I want to write a function that return random unique pair numbers every time call it from a range until resetting it.
Something like this:
function randomUniquePairs($ranges, $reset = false){
if ($reset === false){
// some code for reseting
}
/*
some code for creating random unique pair numbers
*/
return $result;
}
randomUniquePairs(range(1,10), range(1,20));
/*
this function returns for example:
array(2,9)
*/
randomUniquePairs(range(1,10), range(1,20));
/*
this function returns for example:
array(5,19)
*/
randomUniquePairs(range(1,10), range(1,20));
/*
this function returns for example:
array(5,9)
*/
//this function returns random unique pairs until we pass reset paramer true
I tried two approaches:
Approach 1
My first attempt was to make an array of all of possible pairs then select from them randomly, but it is very inefficient, because if ranges are so wide, it consumes a lot of memory.
the code:
class a {
private $asqar;
function __construct() ($range) {
// cycle for ranges
foreach ($range[0] as $v1) {
foreach ($range[1] as $v2) {
$asqar[] = array(
$v1,
$v2,
);
}
}
}
function randomUniquePairs($reset = false){
if ($reset === true){
$this->asgar = array();
}
$rndKey = array_rand($this->asgar);
$result = $this->asqar[$rndkey];
unset($this->asqar[$rndkey]);
return $result;
}
}
$c = new a(range(1,10), range(1,20));
$c->randomUniquePairs();
Approach 2
My second attempt was to write a function that produce a pair from these ranges, then store it in a variable, every time that function calls after producing a pair , it checks if this pair produced before call function recursively, it continues until it produce a unique pair.
Here’s the code:
class a{
private $__uniqueVariables = array();
public function randomUniquePairs($range, $reset = false) {
if ($reset === true){
$this->__uniqueVariables = array();
}
// cycle for each value
foreach ($range as $value) {
// shuffle
shuffle($value);
// selected id
$selectedId[] = $value[0];
}
// check for selected variable
if (in_array($rndUnqNum, $this->__uniqueVariables)) {
// return for try again
return $this->uniqueVariable($range);
}
// added to current unique variables
$this->__uniqueVariables[] = $rndUnqNum;
// return
return $rndUnqNum;
}
}
but this second approach has an issue that sometimes throw Fatal error: Maximum function nesting level of '100' reached
.
I’m looking for a better approach to my algorithm.
7
Something you need to determine is how ‘fair’ you want this to be and the performance as the unused space becomes exhausted.
In essence, you want a random box from a N dimensional array.
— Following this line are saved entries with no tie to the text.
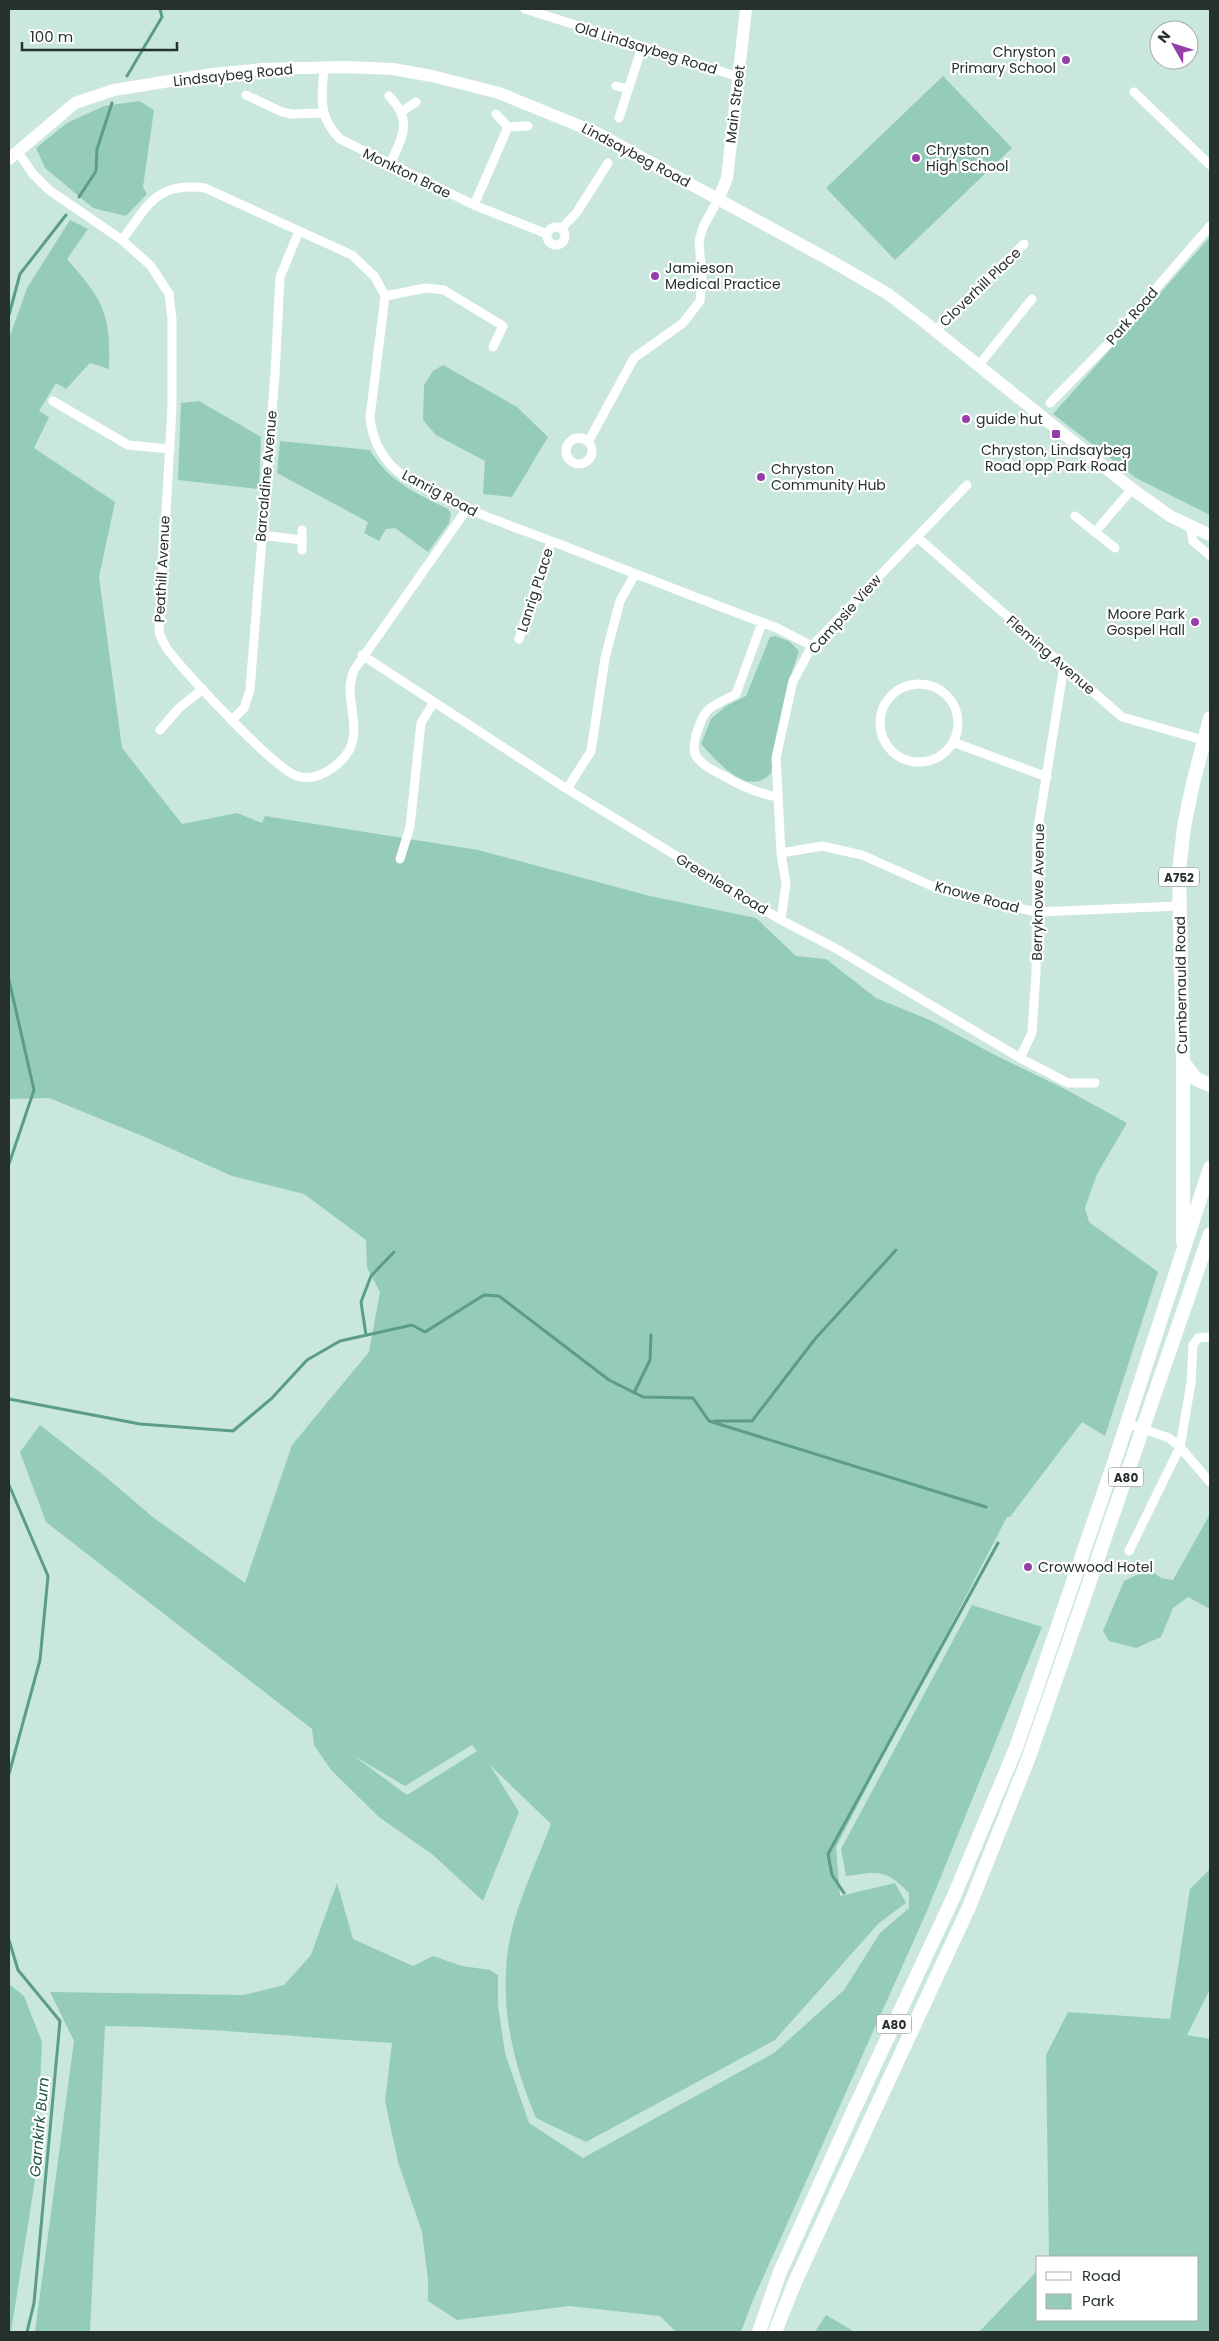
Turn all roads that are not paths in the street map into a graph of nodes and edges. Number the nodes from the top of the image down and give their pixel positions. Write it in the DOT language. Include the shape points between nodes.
graph roads {
  1 [pos="525,9"];
  2 [pos="743,9"];
  3 [pos="642,47"];
  4 [pos="324,67"];
  5 [pos="739,77"];
  6 [pos="616,86"];
  7 [pos="628,89"];
  8 [pos="1134,92"];
  9 [pos="246,95"];
  10 [pos="388,96"];
  11 [pos="416,102"];
  12 [pos="401,112"];
  13 [pos="322,113"];
  14 [pos="496,114"];
  15 [pos="619,118"];
  16 [pos="528,126"];
  17 [pos="508,127"];
  18 [pos="13,155"];
  19 [pos="608,163"];
  20 [pos="390,165"];
  21 [pos="1210,165"];
  22 [pos="719,198"];
  23 [pos="474,205"];
  24 [pos="1210,226"];
  25 [pos="562,228"];
  26 [pos="299,231"];
  27 [pos="547,234"];
  28 [pos="122,240"];
  29 [pos="1024,244"];
  30 [pos="385,296"];
  31 [pos="1032,299"];
  32 [pos="936,330"];
  33 [pos="493,347"];
  34 [pos="979,365"];
  35 [pos="53,401"];
  36 [pos="1050,403"];
  37 [pos="588,442"];
  38 [pos="170,449"];
  39 [pos="967,485"];
  40 [pos="1132,489"];
  41 [pos="467,509"];
  42 [pos="1075,516"];
  43 [pos="1190,525"];
  44 [pos="302,530"];
  45 [pos="1095,532"];
  46 [pos="261,535"];
  47 [pos="1210,535"];
  48 [pos="917,537"];
  49 [pos="551,541"];
  50 [pos="1115,548"];
  51 [pos="1210,556"];
  52 [pos="634,574"];
  53 [pos="762,623"];
  54 [pos="519,639"];
  55 [pos="812,646"];
  56 [pos="362,655"];
  57 [pos="1064,666"];
  58 [pos="203,689"];
  59 [pos="434,702"];
  60 [pos="1210,718"];
  61 [pos="233,719"];
  62 [pos="160,730"];
  63 [pos="1203,740"];
  64 [pos="953,742"];
  65 [pos="1046,777"];
  66 [pos="567,789"];
  67 [pos="778,797"];
  68 [pos="781,853"];
  69 [pos="400,859"];
  70 [pos="1179,906"];
  71 [pos="1036,912"];
  72 [pos="781,920"];
  73 [pos="1020,1058"];
  74 [pos="1183,1062"];
  75 [pos="1095,1083"];
  76 [pos="1210,1085"];
  77 [pos="1210,1168"];
  78 [pos="1210,1234"];
  79 [pos="1183,1254"];
  80 [pos="1210,1337"];
  81 [pos="1126,1423"];
  82 [pos="1143,1429"];
  83 [pos="1180,1447"];
  84 [pos="1210,1482"];
  85 [pos="1130,1551"];
  86 [pos="759,2332"];
  87 [pos="775,2332"];
  1 -- 3 [label="street, Old Lindsaybeg Road"];
  2 -- 5 [label="main road, Main Street"];
  3 -- 5 [label="street, Old Lindsaybeg Road"];
  3 -- 7 [label="street"];
  4 -- 13 [label="street"];
  4 -- 18 [label="main road, Lindsaybeg Road" via="213,74 114,90 75,103"];
  4 -- 22 [label="main road, Lindsaybeg Road" via="393,69 499,93 597,133"];
  5 -- 22 [label="main road, Main Street" via="727,178"];
  6 -- 7 [label="street"];
  7 -- 15 [label="street"];
  8 -- 21 [label="street"];
  9 -- 13 [label="street" via="282,112"];
  10 -- 12 [label="street"];
  11 -- 12 [label="street"];
  12 -- 20 [label="street" via="404,131"];
  13 -- 20 [label="street, Monkton Brae" via="330,130 340,139"];
  14 -- 17 [label="street"];
  16 -- 17 [label="street"];
  17 -- 23 [label="street"];
  18 -- 28 [label="street, Peathill Avenue" via="49,190"];
  19 -- 25 [label="street" via="577,212"];
  20 -- 23 [label="street, Monkton Brae"];
  22 -- 32 [label="main road, Lindsaybeg Road" via="888,294"];
  22 -- 37 [label="street" via="699,241 700,301 683,323 634,358"];
  23 -- 27 [label="street, Monkton Brae"];
  24 -- 36 [label="street, Park Road" via="1108,344"];
  25 -- 27 [label="street" via="552,227"];
  25 -- 27 [label="street, Monkton Brae" via="565,235 560,244 551,244"];
  26 -- 28 [label="street" via="206,188 184,186 166,191 154,199"];
  26 -- 30 [label="street" via="352,255 375,277"];
  26 -- 46 [label="street, Barcaldine Avenue" via="280,277"];
  28 -- 38 [label="street, Peathill Avenue" via="151,266 169,294 172,319"];
  29 -- 32 [label="street, Cloverhill Place"];
  30 -- 33 [label="street" via="426,288 444,290 503,326"];
  30 -- 41 [label="street, Lanrig Road" via="370,417 372,433 378,448 404,476"];
  31 -- 34 [label="street"];
  32 -- 34 [label="main road, Lindsaybeg Road"];
  34 -- 40 [label="main road, Lindsaybeg Road"];
  35 -- 38 [label="street" via="128,445"];
  38 -- 58 [label="street, Peathill Avenue" via="159,632 166,648"];
  39 -- 48 [label="street, Campsie View"];
  40 -- 43 [label="main road, Lindsaybeg Road" via="1170,516"];
  40 -- 45 [label="street"];
  41 -- 49 [label="street, Lanrig Road"];
  41 -- 56 [label="street, Peathill Avenue"];
  42 -- 45 [label="street"];
  43 -- 47 [label="main road, Lindsaybeg Road"];
  43 -- 51 [label="street" via="1194,541"];
  44 -- 46 [label="street" via="302,545"];
  45 -- 50 [label="street"];
  46 -- 61 [label="street, Barcaldine Avenue" via="250,690 244,708"];
  48 -- 55 [label="street, Campsie View"];
  48 -- 57 [label="street, Fleming Avenue"];
  49 -- 52 [label="street, Lanrig Road"];
  49 -- 54 [label="street, Lanrig PLace"];
  52 -- 53 [label="street, Lanrig Road"];
  52 -- 66 [label="street" via="620,601 605,658 591,751"];
  53 -- 55 [label="street, Lanrig Road"];
  53 -- 67 [label="street" via="736,694 707,710 693,748 705,765 730,780 760,795"];
  55 -- 67 [label="street, Campsie View" via="793,681 776,758"];
  56 -- 59 [label="street, Greenlea Road"];
  56 -- 61 [label="street, Peathill Avenue" via="350,687 355,728 348,754 334,768 320,775 313,778 297,776 278,765"];
  57 -- 63 [label="street, Fleming Avenue" via="1122,717"];
  57 -- 65 [label="street, Berryknowe Avenue"];
  58 -- 61 [label="street, Peathill Avenue"];
  58 -- 62 [label="street" via="179,708"];
  59 -- 66 [label="street, Greenlea Road"];
  59 -- 69 [label="street" via="421,724 410,827"];
  60 -- 63 [label="main road, Cumbernauld Road / A752"];
  63 -- 70 [label="main road, Cumbernauld Road / A752" via="1184,827"];
  64 -- 64 [label="street" via="933,760 921,762 901,758 890,750 882,736 879,723 882,709 896,691 915,684 942,691 952,701 958,717"];
  64 -- 65 [label="street"];
  65 -- 71 [label="street, Berryknowe Avenue" via="1037,834"];
  66 -- 72 [label="street, Greenlea Road"];
  67 -- 68 [label="street, Campsie View"];
  68 -- 71 [label="street, Knowe Road" via="822,846 862,855 941,890"];
  68 -- 72 [label="street, Campsie View" via="786,884"];
  70 -- 71 [label="street, Knowe Road"];
  70 -- 74 [label="main road, Cumbernauld Road / A752"];
  71 -- 73 [label="street, Berryknowe Avenue" via="1032,1032"];
  72 -- 73 [label="street, Greenlea Road" via="835,948"];
  73 -- 75 [label="street, Greenlea Road" via="1068,1083"];
  74 -- 76 [label="main road" via="1196,1079"];
  74 -- 79 [label="main road, Cumbernauld Road / A752"];
  77 -- 79 [label="main road, A80"];
  78 -- 82 [label="main road, A80"];
  79 -- 81 [label="main road, A80"];
  80 -- 83 [label="street" via="1198,1338 1193,1345"];
  81 -- 82 [label="street"];
  81 -- 86 [label="main road, A80" via="1016,1748 954,1896 780,2272"];
  82 -- 83 [label="street" via="1169,1438"];
  82 -- 87 [label="main road, A80" via="1029,1757 969,1907 795,2282"];
  83 -- 84 [label="street"];
  83 -- 85 [label="street"];
}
Its not the box itself that is important, but the location of the box that is important.
Under the covers, a 10×20 array is often represented as a 1×200 array with some math behind it to access the right spot. If you were to access [5][13]
, you are actually accessing location [5*20 + 13]
. You can use the same approach to go from a number back to the position. Location 113 goes to the integer devision by 20 and remainder giving 5 r13
.
So now, you don’t need to actually store 200 pairs (though that isn’t a lot), you just need a bitfield of 200 bits long. Generate a random number within the proper range and mark it as used in the bitfield.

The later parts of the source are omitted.